Again, what I have seen (limited to CNN) is the following guarded statement or equivalents: that Mr. Trump a) could have earned income of almost a billion dollars b) over a period of up to 15 years after 1995 c) without paying any federal (and sometime state) income tax.

So your summary of what CNN is saying (at least) is incorrect on several levels.  It isn't 20 years, but rather 15; the word "could" in the CNN wording is relevant - your characterization of it as a statement of fact changes the meaning significantly; the CNN position also pointed out that the exemption would only have affected earned income of up to a billion dollars - granted, Mr. Trump almost certainly would not have had enough earned income to matter; the CNN statement is clear that this would only affect income taxes, whereas your characterization of not paying any taxes whatsoever changes the meaning completely.

In fact, CNN had regularly quoted the Trump campaign's response, which is that the candidate "has paid hundreds of millions of dollars in other taxes, including property and real estate taxes"

Do you have links to media organizations that claim Mr. Trump paid no taxes whatsoever for 20 years?  I wouldn't surprised if there was somebody making that claim, but if CNN is any barometer, I would be surprised if it was a major player.

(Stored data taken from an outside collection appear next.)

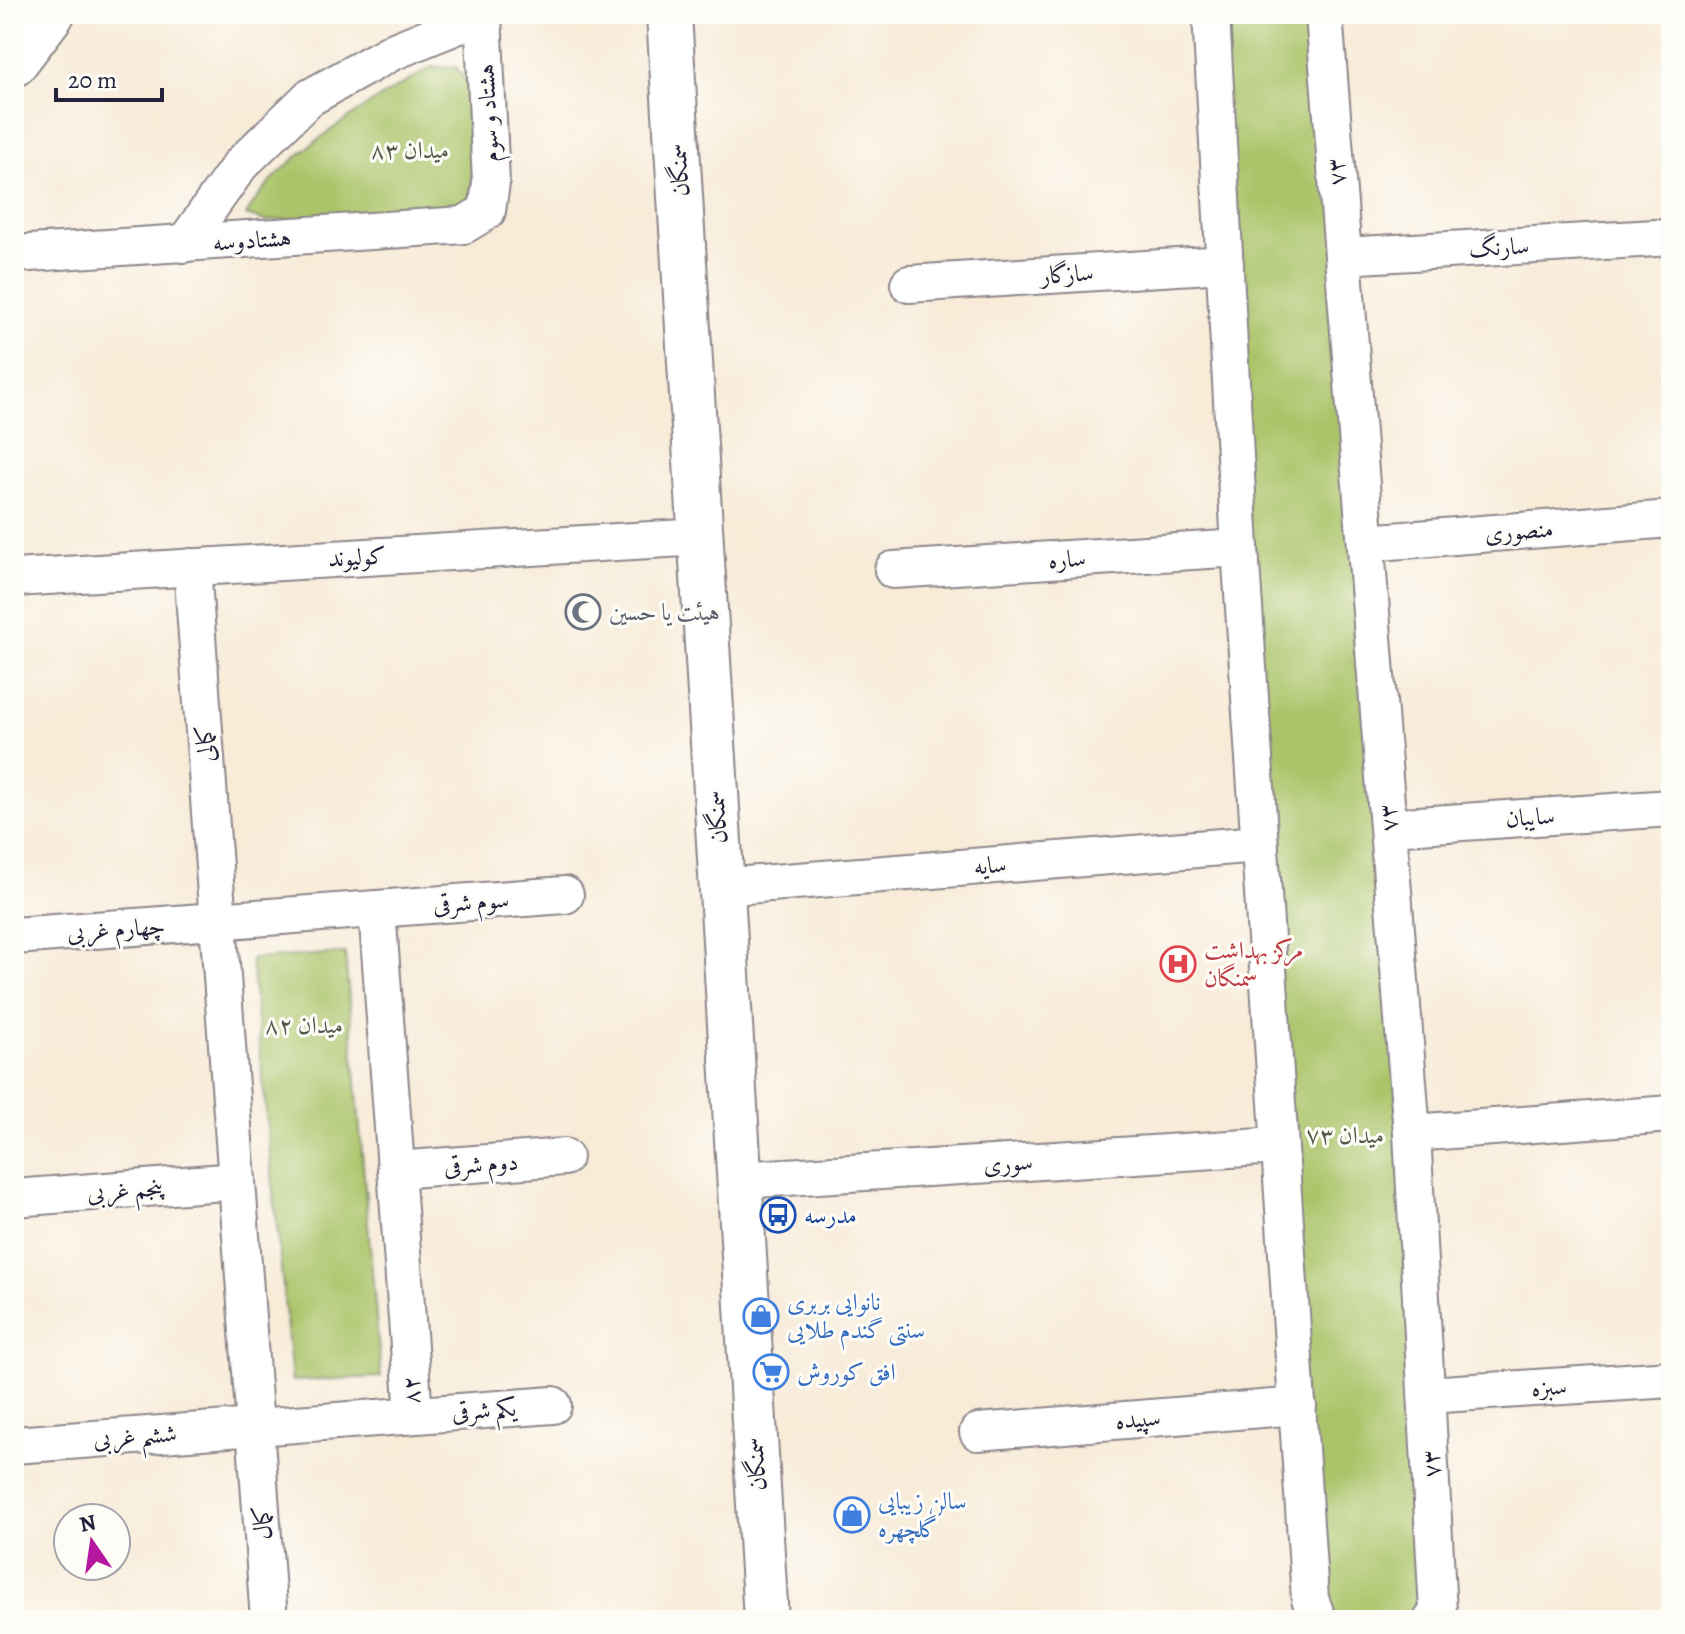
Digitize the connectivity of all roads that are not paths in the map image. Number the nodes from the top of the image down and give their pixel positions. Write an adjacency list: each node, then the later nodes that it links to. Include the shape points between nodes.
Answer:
1 (52, 14): 6 (main road)
2 (483, 14): 7 (street, هشتاد و سوم, via 491,183); 9 (street, هشتاد و سوم, via 392,52 309,98 240,165)
3 (669, 14): 15 (main road, سمنگان)
4 (1211, 14): 12 (street)
5 (1324, 14): 11 (street, ۷۳)
6 (14, 64)
7 (487, 211): 9 (street, هشتادوسه, via 464,225)
8 (1656, 238): 11 (street, سارنگ)
9 (184, 244): 10 (street, هشتادوسه)
10 (14, 254)
11 (1343, 256): 16 (street, ۷۳)
12 (1225, 264): 13 (street, سازگار); 17 (street)
13 (909, 284)
14 (1671, 519): 16 (street, منصوری)
15 (701, 537): 18 (street, کولیوند); 24 (main road, سمنگان)
16 (1366, 543): 22 (street, ۷۳)
17 (1240, 548): 19 (street, ساره); 23 (street)
18 (192, 567): 20 (street, کولیوند); 27 (street, کمالی)
19 (893, 570)
20 (14, 578)
21 (1671, 808): 22 (street, سایبان)
22 (1389, 827): 30 (street, ۷۳)
23 (1259, 844): 24 (street, سایه); 31 (street)
24 (721, 887): 34 (main road, سمنگان)
25 (565, 895): 26 (street, سوم شرقی)
26 (377, 909): 27 (street); 33 (street, ۸۲)
27 (218, 921): 28 (street, چهارم غربی); 35 (street)
28 (14, 936)
29 (1671, 1114): 30 (street)
30 (1412, 1133): 38 (street, ۷۳)
31 (1278, 1146): 34 (street, سوری); 40 (street)
32 (564, 1157): 33 (street, دوم شرقی)
33 (397, 1170): 41 (street, ۸۲)
34 (739, 1180): 46 (main road, سمنگان)
35 (237, 1181): 36 (street, پنجم غربی); 42 (street)
36 (14, 1198)
37 (1671, 1379): 38 (street, سبزه)
38 (1427, 1395): 48 (street, ۷۳, via 1438,1612)
39 (553, 1405): 41 (street, یکم شرقی)
40 (1298, 1406): 43 (street, سپیده); 47 (street, via 1310,1599)
41 (414, 1415): 42 (street, ۸۲)
42 (255, 1427): 44 (street, ششم غربی); 45 (street, کمال)
43 (978, 1432)
44 (14, 1445)
45 (269, 1620)
46 (766, 1620)
47 (1318, 1620)
48 (1432, 1620)

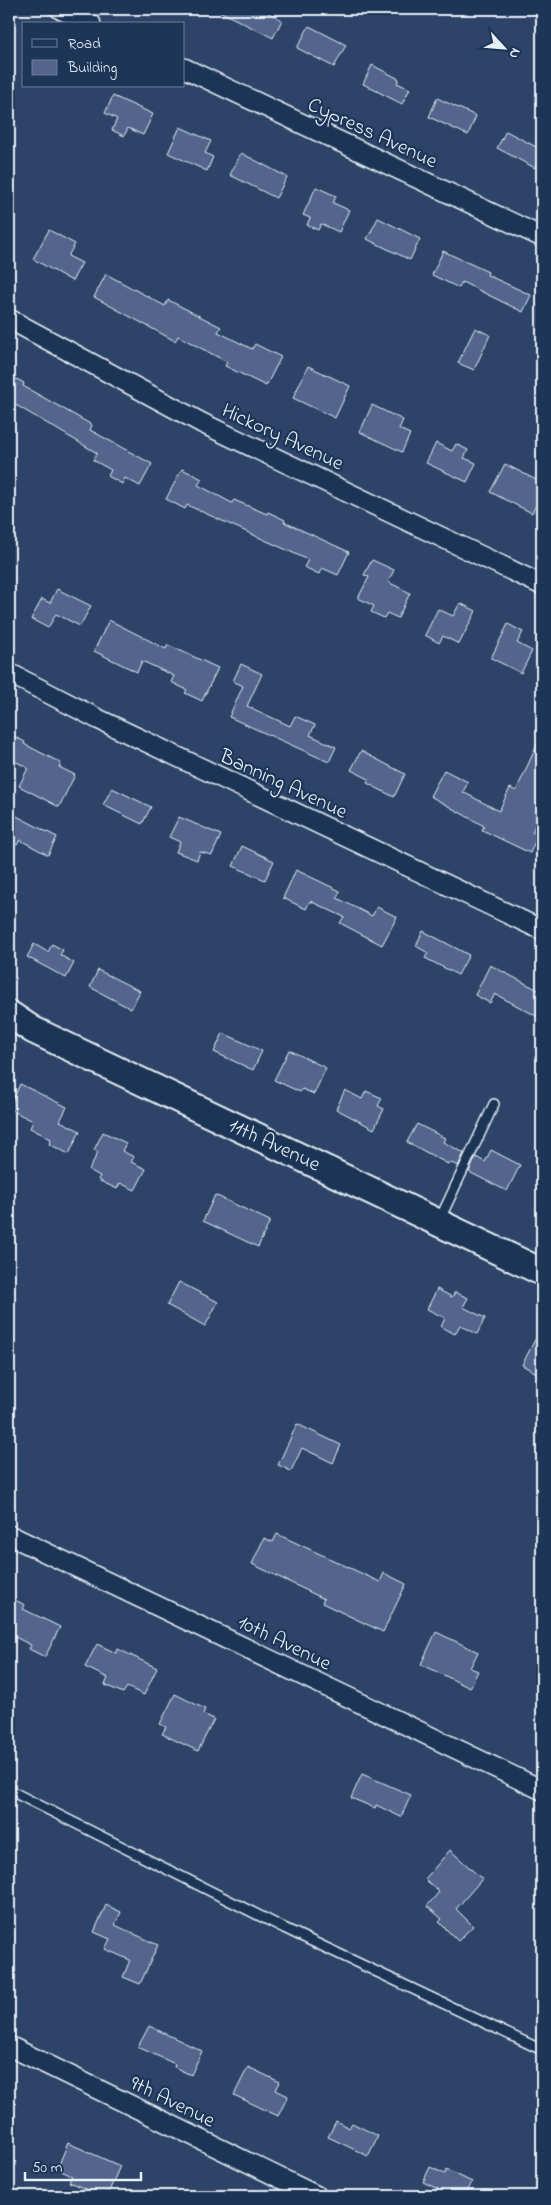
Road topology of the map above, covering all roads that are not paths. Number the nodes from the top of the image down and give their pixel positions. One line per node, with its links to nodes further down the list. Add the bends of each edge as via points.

General Comments / Re: Election Predictions (with 4 weeks to go)
« on: October 12, 2016, 10:49:26 AM »
Arizona  :o is actually now leaning Clinton according to both fivethirtyeight and realclearpolitics.  Without a serious bounce back, "landslide" would be a guarantee.

General Comments / Re: Election Predictions (with 4 weeks to go)
« on: October 11, 2016, 04:28:25 PM »
Oops - House = Senate / Senate = House.

General Comments / Re: Election Predictions (with 4 weeks to go)
« on: October 11, 2016, 11:48:56 AM »
CVOTER and Rasmussen have Clinton up on Trump by 5 or more percentage points nationally (likely voters), which, given the house effects of those two Trump-leaning pollsters' methodologies, translates to upwards of a 7% margin as of the past week.

Those are pretty huge numbers to overcome in less than one month - they might even put Arizona in play for Clinton.

Define "landslide"...

The House will go majority Democrat.  The Senate will likely remain Republican, though closely split.

General Comments / Re: October Surprises
« on: October 11, 2016, 11:33:06 AM »
NH, apparently, portions of the 'article' were retweeted and went somewhat viral over the course of the day, so it is more likely somebody saw it on Twitter.

General Comments / Re: October Surprises
« on: October 11, 2016, 09:33:41 AM »
Oops - and now we have Donald Trump probably quoting a Russian 'news agency' article that misattributes a Kurt Eichenwald article, claiming that Eichenwald's statements about Benghazi were actually written by Sydney Blumenthal - which would be pertinent because the words would then suggest that Blumenthal (a close confidant and advisor to Sec. Clinton) believed that the Benghazi attack was preventable.

It turns out that Blumenthal embedded an article written by Eichenwald in an email that he sent out to John Podesta at the time - the article clearly being the words of Eichenwald, and easily distinguishable from Blumenthal's words in the email (as Eichenwald mentions in the interview linked above, "it says Newsweek-Newsweek-Newsweek, time and time again."

I say Trump probably got it from Russian propaganda, but it is possible that he (or one of his sources) independently came up with the same misrepresentation.  I'm not sure which is better. Or whether this will be enough to distract from his statements concerning celebrity sexual assault.